Dexter (4.11) – Hello, Dexter Morgan

Dexter - 4.11You watch too much TV.

Esta frase aplica-se completamente à minha pessoa. Toda gente me diz que passo demasiado a frente do ecrã, que vejo demasiadas séries. Mas, e com episódios destes, torna-se difícil passar pouco tempo a frente do ecrã. Pois são estes episódios que me conquistaram no inicio e continuam a conquistar diariamente. Se eu vejo demasiada televisão, a culpa é de episódios e de séries como Dexter. E, se a culpa for minha, com episódios destes sinto-me feliz por ser culpado.

Vindo na senda dos anteriores, este episódio arrefece o ritmo alucinante que a série andava, concentrando-se mais numa recapitulação do que se passou até aqui e na conclusão de narrativas que não influenciariam o acabamento da narrativa principal da temporada. Foi principalmente isso que os argumentistas tentaram fazer neste episódio: dar uma arrumadela à casa, prepara-la para o que se espera ser um grande final, e, mesmo assim, conseguir ainda colocar mais dados na mesa no que toca a Trinity.

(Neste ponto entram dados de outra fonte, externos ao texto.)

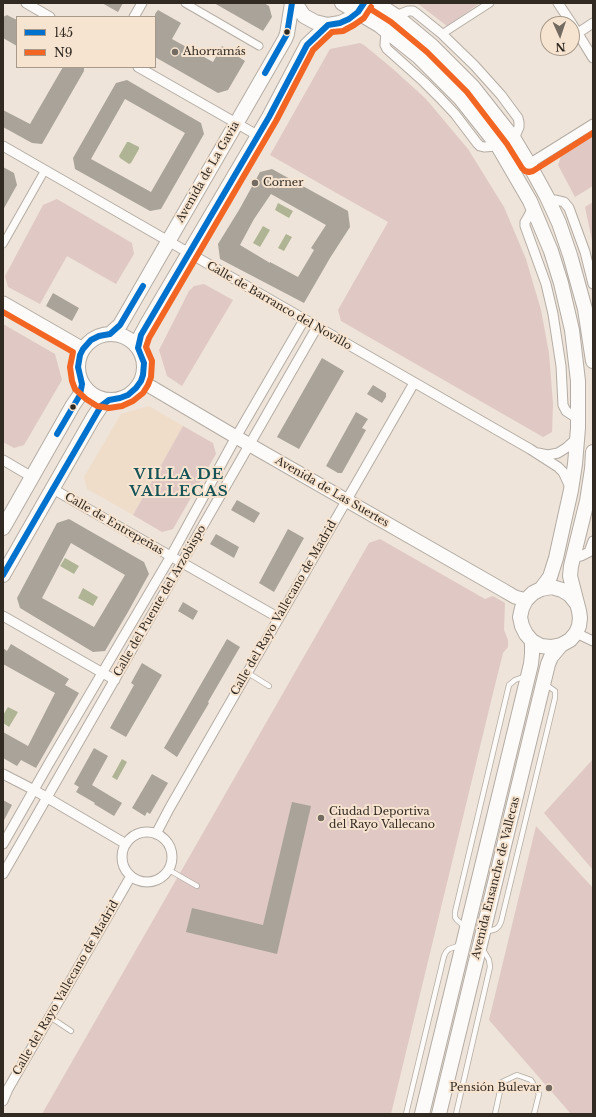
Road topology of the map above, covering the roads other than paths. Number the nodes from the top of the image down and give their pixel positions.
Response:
1 (26, 3) edge
2 (142, 3) edge
3 (185, 3) edge
4 (292, 3) edge
5 (295, 3) edge
6 (342, 3) edge
7 (376, 3) edge
8 (490, 3) edge
9 (558, 3) edge
10 (361, 7) edge
11 (48, 16) edge
12 (135, 16) edge
13 (396, 16) junction
14 (567, 16) edge
15 (593, 23) edge
16 (328, 25) junction
17 (580, 32) edge
18 (442, 34) junction
19 (580, 36) edge
20 (259, 46) dead end
21 (593, 58) edge
22 (140, 68) edge
23 (236, 124) junction
24 (593, 124) edge
25 (257, 135) junction
26 (514, 139) junction
27 (3, 146) edge
28 (529, 164) junction
29 (45, 170) junction
30 (549, 201) junction
31 (169, 242) junction
32 (3, 244) edge
33 (188, 254) junction
34 (593, 284) edge
35 (3, 303) edge
36 (304, 320) junction
37 (317, 327) junction
38 (110, 334) junction
39 (138, 348) junction
40 (83, 349) junction
41 (593, 361) edge
42 (141, 381) junction
43 (414, 383) junction
44 (82, 384) junction
45 (109, 400) junction
46 (236, 437) junction
47 (577, 438) junction
48 (250, 445) junction
49 (593, 452) edge
50 (534, 453) junction
51 (3, 460) edge
52 (32, 477) junction
53 (53, 489) junction
54 (571, 490) junction
55 (346, 500) junction
56 (3, 528) edge
57 (593, 541) edge
58 (171, 556) junction
59 (573, 558) junction
60 (182, 563) junction
61 (3, 575) edge
62 (541, 589) junction
63 (526, 600) junction
64 (577, 604) junction
65 (3, 616) edge
66 (279, 618) junction
67 (576, 633) junction
68 (532, 641) junction
69 (593, 641) edge
70 (561, 645) junction
71 (102, 673) junction
72 (248, 673) junction
73 (115, 680) junction
74 (268, 686) dead end
75 (3, 774) edge
76 (34, 790) junction
77 (47, 798) junction
78 (156, 834) junction
79 (3, 844) edge
80 (126, 844) junction
81 (168, 870) junction
82 (3, 874) edge
83 (131, 876) junction
84 (197, 886) dead end
85 (463, 945) junction
86 (479, 948) junction
87 (50, 1017) junction
88 (71, 1030) dead end
89 (6, 1088) edge
90 (3, 1101) edge
91 (406, 1114) edge
92 (422, 1114) edge
93 (439, 1114) edge
94 (456, 1114) edge
95 (495, 1114) edge
96 (534, 1114) edge

1 - 11 street
2 - 12 street
3 - 20 street
4 - 23 main road, Avenida de La Gavia
5 - 16 main road
6 - 10 main road
7 - 13 main road
8 - 18 street
9 - 14 street
10 - 16 main road
10 - 47 main road
13 - 18 street
13 - 26 main road
15 - 17 street
16 - 25 main road
18 - 26 street
19 - 21 street
22 - 23 street
23 - 25 street
23 - 31 main road, Avenida de La Gavia
24 - 28 street
25 - 33 main road
26 - 28 main road
27 - 29 street, Calle de Barranco del Novillo
28 - 30 main road
29 - 31 street, Calle de Barranco del Novillo
29 - 32 street
30 - 34 street
30 - 41 main road
31 - 33 street, Calle de Barranco del Novillo
31 - 38 main road, Avenida de La Gavia
33 - 36 street, Calle de Barranco del Novillo
33 - 39 main road
35 - 40 main road
36 - 37 street, Calle de Barranco del Novillo
36 - 46 street, Calle del Puente del Arzobispo
37 - 43 street, Calle de Barranco del Novillo
37 - 48 street, Calle del Puente del Arzobispo
38 - 39 main road
38 - 40 main road
39 - 42 main road
40 - 44 main road
42 - 45 main road
42 - 46 main road, Avenida de Las Suertes
43 - 50 street, Calle de Barranco del Novillo
43 - 55 street, Calle del Rayo Vallecano de Madrid
44 - 45 main road
44 - 52 main road
45 - 53 main road
46 - 48 main road, Avenida de Las Suertes
46 - 58 street, Calle del Puente del Arzobispo
47 - 50 street, Calle de Barranco del Novillo
47 - 54 main road
48 - 55 main road, Avenida de Las Suertes
48 - 60 street, Calle del Puente del Arzobispo
49 - 59 main road
50 - 54 street, Calle de Barranco del Novillo
51 - 52 street
52 - 56 main road
53 - 58 street, Calle de Entrepeñas
53 - 61 main road
54 - 62 main road
55 - 63 main road, Avenida de Las Suertes
55 - 66 street, Calle del Rayo Vallecano de Madrid
57 - 59 street
58 - 60 street, Calle de Entrepeñas
58 - 71 street, Calle del Puente del Arzobispo
59 - 64 main road
60 - 66 street, Calle de Entrepeñas
60 - 73 street, Calle del Puente del Arzobispo
62 - 63 main road
62 - 64 main road
63 - 68 main road
64 - 67 main road
65 - 71 street
66 - 72 street, Calle del Rayo Vallecano de Madrid
67 - 69 street
67 - 70 main road, Avenida Ensanche de Vallecas
68 - 70 main road
68 - 85 main road, Avenida Ensanche de Vallecas
70 - 86 main road, Avenida Ensanche de Vallecas
71 - 73 street
71 - 76 street, Calle del Puente del Arzobispo
72 - 74 lane
72 - 78 street, Calle del Rayo Vallecano de Madrid
73 - 77 street, Calle del Puente del Arzobispo
75 - 76 street
76 - 77 street
76 - 79 street, Calle del Puente del Arzobispo
77 - 80 street
77 - 82 street, Calle del Puente del Arzobispo
78 - 80 street
78 - 81 street
80 - 83 street
81 - 83 street
81 - 84 lane
83 - 87 street, Calle del Rayo Vallecano de Madrid
85 - 91 lane
85 - 92 main road, Avenida Ensanche de Vallecas
86 - 93 main road, Avenida Ensanche de Vallecas
86 - 94 lane
87 - 88 lane
87 - 89 street, Calle del Rayo Vallecano de Madrid
89 - 90 street, Calle del Rayo Vallecano de Madrid
95 - 96 lane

A mestria como os escribas da série se movimentam em águas tão tormentosas é deliciosa de apreciar e de aplaudir.

De recapitulação temos as várias personas que Dexter se desdobra. A cena do espelho dá para ter noção a confusão onde Dexter se encontra. Os heterónimos do Serial Killer dividem-se em duas pessoas: Dexter Morgan e Kyle Butler. O primeiro é pai/marido, analista forense e Serial Killer; o segundo é divorciado, um perdido na vida. Ambos vivem e sobrevivem devido a necessidade de Dexter criar máscaras e, agora, são estas máscaras que fazem com que a vida de Dexter seja aquilo que é: uma manta de retalhos bem presos, mas onde se começam a encontrar algumas falhas.Dexter - 4.11 (2)

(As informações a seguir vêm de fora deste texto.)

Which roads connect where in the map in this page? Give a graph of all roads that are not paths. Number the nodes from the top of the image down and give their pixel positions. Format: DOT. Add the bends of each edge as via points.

E é numa destas falhas que se encontra o buraco por onde Arthur entra na vida “real” de Dexter. O jogo do gato e do rato passa da perseguição do primeiro em relação ao segundo para o contrário. Arthur roda o tabuleiro e começa a ameaçar o rei de Dexter, que já não tem nada para o proteger. Assim, num jogo em que Arthur estava cada vez mais em cheque, as jogadas feitas neste episódio fazem que a igualdade retorne, acabando aquele “Hello, Dexter Morgan” por tirar todas as dúvidas: o jogo de xadrez está aberto, os reis estão em posições incomodativas e Dexter ainda tem de proteger alguns piões (entre os quais a família, para além da profissão), ao contrário de Arthur, que não tem muito mais a perder do que aquilo que já perdeu. Um jogo até a morte, de paciência absoluta, que poderia ter acabado logo no inicio, quando o destino fez a jogada mais rápida de xadrez, o cheque pastor, mas Kyle Butler salvou Arthur.

Para além deste jogo de xadrez, a série traz-nos outro jogo de paciência e de ânimos exaltados: Christine contra a sua vida. A filha de Trinity acaba por se suicidar, mas não sem antes colocar as peças na engrenagem para fazer com que a sua morte não seja em vão para a série. Primeiro, a cena de desprezo do pai por ela, que levaria ao suicídio. Uma síndrome de Estocolmo demasiado entranhado na vida da repórter, mas uma síndrome livre. A conclusão de que tudo o que fez pelo pai não valeu a pena, pois ele nunca a amou e que ela foi sempre um apêndice dispensável na vida do Dexter - 4.11 (3)assassino. Assim, a vida da repórter torna-se insignificante e o suicídio surge como a forma de terminar com isso. Mas não sem deixar meia-verdade espalhada pelo mundo: foi ela que matou Lundy. A cena onde ela e Deb estão frente a frente e a repórter pede desculpa é fantástica, ainda por cima com as excelentes interpretações das duas actrizes.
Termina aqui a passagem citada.